I began this project in 2010. In 2014, I sent out a lots of decks, treatments and queries to get support to produce this project. My dad, a Vietnam vet, got very ill about this time and I started spending my spare time with him, I took over his care full time in 2018. During that time I dropped the ball on the project. It really pays to have a great time around you. So what has happened is I am an uncredited creator and researcher of those projects presently out there by the Smithsonian Institute and National Geographic. Life as an independent filmmaker ain't easy.

1960s America symbolized a decade of change, fomenting ideas of a counter culture revolution, the threat of nuclear annihilation and outspoken black leaders from Martin Luther King to Muhammad Ali. For some, however, the most threatening image was a black man in a space suit. The first black men to become astronauts have been erased from the pantheon of space explorers.

Much is known about famed test pilot turned astronaut John Glenn, who in 1962 became the first American to orbit the earth but for a time, it was well-guarded secret that in 1963 President John Kennedy personally appointed black test pilot Capt. Edward Dwight, Jr to become America's first black astronaut. Dwight was subsequently washed out of the space program following Kennedy's assassination. In June 1967, the brilliant Air Force pilot and chemical engineer, Dr. Robert H. Lawrence was chosen for an 'Astro Spy' program to gather intelligence on Russian military capability from space.

In December 1967 Dr. Lawrence died in a plane crash in 'unusual' circumstances. The first African American would not reach space until 1983.

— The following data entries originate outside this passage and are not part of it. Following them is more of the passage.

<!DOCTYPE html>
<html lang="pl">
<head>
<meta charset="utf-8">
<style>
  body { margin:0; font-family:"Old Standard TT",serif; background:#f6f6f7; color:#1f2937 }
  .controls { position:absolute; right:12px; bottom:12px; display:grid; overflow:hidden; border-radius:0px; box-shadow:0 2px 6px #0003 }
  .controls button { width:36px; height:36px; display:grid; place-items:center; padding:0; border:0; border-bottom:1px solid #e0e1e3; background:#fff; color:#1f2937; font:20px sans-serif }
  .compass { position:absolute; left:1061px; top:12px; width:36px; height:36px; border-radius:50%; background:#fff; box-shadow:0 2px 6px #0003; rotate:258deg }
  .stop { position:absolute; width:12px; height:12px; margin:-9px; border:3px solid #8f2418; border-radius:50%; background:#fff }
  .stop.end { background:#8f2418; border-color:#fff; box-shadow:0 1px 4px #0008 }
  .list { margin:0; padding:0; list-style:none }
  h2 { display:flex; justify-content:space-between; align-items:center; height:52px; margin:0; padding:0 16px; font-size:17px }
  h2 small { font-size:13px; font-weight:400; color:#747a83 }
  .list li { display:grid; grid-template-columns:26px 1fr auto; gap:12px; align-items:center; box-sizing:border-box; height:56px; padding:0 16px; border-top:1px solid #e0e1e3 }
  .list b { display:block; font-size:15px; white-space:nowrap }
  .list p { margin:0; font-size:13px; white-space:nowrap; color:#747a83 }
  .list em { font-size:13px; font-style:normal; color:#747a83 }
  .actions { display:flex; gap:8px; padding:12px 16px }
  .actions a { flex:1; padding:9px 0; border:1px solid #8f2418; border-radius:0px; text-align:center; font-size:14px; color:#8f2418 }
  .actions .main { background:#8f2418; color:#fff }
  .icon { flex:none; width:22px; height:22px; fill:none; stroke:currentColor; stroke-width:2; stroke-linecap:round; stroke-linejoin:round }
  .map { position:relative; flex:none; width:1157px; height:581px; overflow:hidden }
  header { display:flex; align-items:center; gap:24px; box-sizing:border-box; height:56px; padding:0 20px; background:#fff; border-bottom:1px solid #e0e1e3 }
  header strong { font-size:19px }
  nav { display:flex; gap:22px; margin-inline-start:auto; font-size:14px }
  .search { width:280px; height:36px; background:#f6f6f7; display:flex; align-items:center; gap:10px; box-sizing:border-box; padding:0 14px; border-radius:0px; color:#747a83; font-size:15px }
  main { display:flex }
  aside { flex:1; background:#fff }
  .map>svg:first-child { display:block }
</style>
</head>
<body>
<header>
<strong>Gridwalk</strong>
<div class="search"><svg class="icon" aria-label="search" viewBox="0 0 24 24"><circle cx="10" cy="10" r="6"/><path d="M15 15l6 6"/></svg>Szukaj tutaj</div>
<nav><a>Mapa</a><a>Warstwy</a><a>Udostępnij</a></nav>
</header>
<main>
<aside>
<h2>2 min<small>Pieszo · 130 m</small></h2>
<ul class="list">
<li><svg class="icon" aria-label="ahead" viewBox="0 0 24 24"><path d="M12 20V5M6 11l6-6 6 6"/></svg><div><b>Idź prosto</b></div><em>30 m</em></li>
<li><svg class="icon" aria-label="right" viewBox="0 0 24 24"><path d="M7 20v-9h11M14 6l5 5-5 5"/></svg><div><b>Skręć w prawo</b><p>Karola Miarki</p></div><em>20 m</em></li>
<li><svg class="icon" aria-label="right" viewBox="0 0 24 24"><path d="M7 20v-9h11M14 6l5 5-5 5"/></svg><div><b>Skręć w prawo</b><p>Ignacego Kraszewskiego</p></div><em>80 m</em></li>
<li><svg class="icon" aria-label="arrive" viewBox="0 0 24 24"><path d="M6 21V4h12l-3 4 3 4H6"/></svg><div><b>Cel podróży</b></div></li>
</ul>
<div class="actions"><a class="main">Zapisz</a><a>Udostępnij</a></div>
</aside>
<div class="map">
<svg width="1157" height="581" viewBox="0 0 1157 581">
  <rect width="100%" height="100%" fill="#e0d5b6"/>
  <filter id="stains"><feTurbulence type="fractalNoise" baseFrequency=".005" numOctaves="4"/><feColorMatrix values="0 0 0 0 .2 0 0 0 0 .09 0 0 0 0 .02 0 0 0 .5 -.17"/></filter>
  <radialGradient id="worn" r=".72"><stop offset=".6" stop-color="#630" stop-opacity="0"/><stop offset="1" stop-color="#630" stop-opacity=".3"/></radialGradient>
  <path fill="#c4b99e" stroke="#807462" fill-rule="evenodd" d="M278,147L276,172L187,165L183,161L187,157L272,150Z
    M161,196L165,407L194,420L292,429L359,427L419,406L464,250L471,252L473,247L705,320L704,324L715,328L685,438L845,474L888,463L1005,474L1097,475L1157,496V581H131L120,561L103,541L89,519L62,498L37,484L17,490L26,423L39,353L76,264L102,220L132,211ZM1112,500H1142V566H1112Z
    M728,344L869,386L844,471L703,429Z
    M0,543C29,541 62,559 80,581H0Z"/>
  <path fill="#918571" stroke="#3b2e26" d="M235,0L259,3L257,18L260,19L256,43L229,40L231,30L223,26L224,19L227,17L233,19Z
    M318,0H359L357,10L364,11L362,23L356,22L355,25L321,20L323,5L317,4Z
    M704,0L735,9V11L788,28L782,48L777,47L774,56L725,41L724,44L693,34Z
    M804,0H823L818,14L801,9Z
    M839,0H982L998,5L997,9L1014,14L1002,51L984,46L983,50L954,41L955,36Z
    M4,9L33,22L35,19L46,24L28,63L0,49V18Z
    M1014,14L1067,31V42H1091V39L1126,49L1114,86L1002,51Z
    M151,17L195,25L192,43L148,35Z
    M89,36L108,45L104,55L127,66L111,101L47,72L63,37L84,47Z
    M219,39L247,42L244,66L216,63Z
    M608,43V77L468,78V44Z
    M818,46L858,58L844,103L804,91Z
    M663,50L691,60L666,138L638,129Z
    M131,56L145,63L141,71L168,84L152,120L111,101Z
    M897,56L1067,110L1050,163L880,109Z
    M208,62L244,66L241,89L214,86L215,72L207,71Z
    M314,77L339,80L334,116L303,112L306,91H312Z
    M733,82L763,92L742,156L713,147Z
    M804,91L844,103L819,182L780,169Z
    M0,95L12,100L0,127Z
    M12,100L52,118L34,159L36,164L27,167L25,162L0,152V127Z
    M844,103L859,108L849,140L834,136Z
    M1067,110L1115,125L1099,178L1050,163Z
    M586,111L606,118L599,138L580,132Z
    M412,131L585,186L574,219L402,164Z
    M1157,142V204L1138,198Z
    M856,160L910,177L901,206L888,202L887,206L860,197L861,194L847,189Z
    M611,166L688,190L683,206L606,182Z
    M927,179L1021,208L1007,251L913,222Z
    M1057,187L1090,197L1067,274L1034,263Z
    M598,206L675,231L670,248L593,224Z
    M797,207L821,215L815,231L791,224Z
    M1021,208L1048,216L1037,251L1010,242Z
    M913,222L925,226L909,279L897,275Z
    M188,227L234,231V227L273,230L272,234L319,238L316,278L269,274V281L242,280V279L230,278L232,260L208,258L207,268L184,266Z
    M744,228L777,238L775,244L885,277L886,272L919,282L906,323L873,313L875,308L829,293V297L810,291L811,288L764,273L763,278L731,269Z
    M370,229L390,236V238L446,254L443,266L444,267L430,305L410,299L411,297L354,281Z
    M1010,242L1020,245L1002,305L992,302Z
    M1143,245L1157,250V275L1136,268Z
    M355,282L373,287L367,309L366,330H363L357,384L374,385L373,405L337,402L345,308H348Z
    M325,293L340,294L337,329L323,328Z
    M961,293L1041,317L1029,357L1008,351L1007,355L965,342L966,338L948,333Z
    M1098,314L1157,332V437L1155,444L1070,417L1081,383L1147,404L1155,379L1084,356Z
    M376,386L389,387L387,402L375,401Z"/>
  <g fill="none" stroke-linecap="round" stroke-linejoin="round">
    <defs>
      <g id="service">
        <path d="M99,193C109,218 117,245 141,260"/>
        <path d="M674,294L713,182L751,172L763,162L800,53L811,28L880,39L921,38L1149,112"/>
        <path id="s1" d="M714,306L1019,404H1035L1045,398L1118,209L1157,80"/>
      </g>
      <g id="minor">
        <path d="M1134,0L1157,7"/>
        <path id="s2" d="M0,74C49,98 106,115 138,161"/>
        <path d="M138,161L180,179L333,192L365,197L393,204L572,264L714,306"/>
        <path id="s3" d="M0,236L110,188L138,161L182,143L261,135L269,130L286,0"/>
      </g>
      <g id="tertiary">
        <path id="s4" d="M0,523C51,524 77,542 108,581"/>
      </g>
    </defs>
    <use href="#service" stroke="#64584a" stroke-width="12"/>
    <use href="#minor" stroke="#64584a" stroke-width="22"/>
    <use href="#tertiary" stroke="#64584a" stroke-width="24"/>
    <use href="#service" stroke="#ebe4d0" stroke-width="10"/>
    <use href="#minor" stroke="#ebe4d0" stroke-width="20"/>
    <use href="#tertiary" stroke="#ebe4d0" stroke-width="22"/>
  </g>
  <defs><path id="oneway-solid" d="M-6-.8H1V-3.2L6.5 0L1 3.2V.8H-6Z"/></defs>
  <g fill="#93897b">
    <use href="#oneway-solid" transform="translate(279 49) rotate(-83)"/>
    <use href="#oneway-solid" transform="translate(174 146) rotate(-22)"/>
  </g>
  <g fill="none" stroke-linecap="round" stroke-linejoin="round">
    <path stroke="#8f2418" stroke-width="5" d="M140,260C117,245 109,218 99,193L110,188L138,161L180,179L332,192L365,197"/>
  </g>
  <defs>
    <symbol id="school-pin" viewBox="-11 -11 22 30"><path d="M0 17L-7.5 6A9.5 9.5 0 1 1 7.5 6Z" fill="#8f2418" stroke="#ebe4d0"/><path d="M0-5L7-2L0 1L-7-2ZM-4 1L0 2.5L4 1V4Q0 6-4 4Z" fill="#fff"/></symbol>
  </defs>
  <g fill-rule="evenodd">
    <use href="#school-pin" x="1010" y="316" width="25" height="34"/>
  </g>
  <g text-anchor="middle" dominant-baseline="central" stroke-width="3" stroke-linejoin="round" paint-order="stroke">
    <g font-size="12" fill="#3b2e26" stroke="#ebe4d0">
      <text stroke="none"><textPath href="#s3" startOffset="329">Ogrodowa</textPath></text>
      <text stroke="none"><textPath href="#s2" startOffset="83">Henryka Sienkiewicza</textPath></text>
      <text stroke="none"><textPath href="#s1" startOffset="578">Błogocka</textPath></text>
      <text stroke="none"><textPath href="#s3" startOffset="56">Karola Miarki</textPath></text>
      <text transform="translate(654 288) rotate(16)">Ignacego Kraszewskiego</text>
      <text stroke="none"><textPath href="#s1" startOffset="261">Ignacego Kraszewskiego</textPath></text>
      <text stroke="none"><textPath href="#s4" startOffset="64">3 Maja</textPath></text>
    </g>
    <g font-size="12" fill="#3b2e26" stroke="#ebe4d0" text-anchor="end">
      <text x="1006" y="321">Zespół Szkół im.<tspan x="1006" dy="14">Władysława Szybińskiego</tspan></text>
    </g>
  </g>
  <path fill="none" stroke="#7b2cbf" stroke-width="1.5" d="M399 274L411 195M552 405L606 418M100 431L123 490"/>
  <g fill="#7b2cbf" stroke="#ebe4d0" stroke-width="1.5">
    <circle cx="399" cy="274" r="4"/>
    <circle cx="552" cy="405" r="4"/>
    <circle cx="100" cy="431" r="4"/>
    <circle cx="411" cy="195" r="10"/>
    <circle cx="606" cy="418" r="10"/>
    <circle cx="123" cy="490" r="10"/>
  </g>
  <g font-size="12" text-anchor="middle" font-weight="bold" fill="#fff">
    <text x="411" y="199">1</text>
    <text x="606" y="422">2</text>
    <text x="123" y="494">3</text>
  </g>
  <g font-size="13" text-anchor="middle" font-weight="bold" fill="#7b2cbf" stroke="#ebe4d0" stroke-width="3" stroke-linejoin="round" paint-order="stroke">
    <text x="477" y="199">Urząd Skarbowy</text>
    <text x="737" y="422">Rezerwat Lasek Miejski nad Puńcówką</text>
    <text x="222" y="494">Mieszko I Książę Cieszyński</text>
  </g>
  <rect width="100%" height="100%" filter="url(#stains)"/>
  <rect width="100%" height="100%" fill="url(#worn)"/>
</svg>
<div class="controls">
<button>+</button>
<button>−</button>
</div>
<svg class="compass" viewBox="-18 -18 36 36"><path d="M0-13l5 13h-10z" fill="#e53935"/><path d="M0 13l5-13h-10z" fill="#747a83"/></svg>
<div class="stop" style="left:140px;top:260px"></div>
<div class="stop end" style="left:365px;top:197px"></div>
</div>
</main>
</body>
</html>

SPACE RACE is a documentary film about these men and what happened to their careers when the Cold War clashed with the Civil Rights Movement.

Capt. Edward Dwight, Jr.

Edward Dwight, Jr was one of the first African American astronaut candidates for what is now NASA. Dwight joined the Air Force in 1953 as a test pilot. After earning his aeronautical engineering degree, Dwight was referred to President John F. Kennedy as a space candidate by Harry Belafonte and Whitney Young.

Maj. Robert H. Lawrence

Robert Henry Lawrence, Jr (1935-1967) was a United States Air Force Officer, considered the first African-American astronaut after Edward Dwight's resignation under duress 4 years earlier. In June of 1967 Lawrence was chosen as astronaut in the Air Force's Manned Orbital Laboratory, a spy mission for the CIA.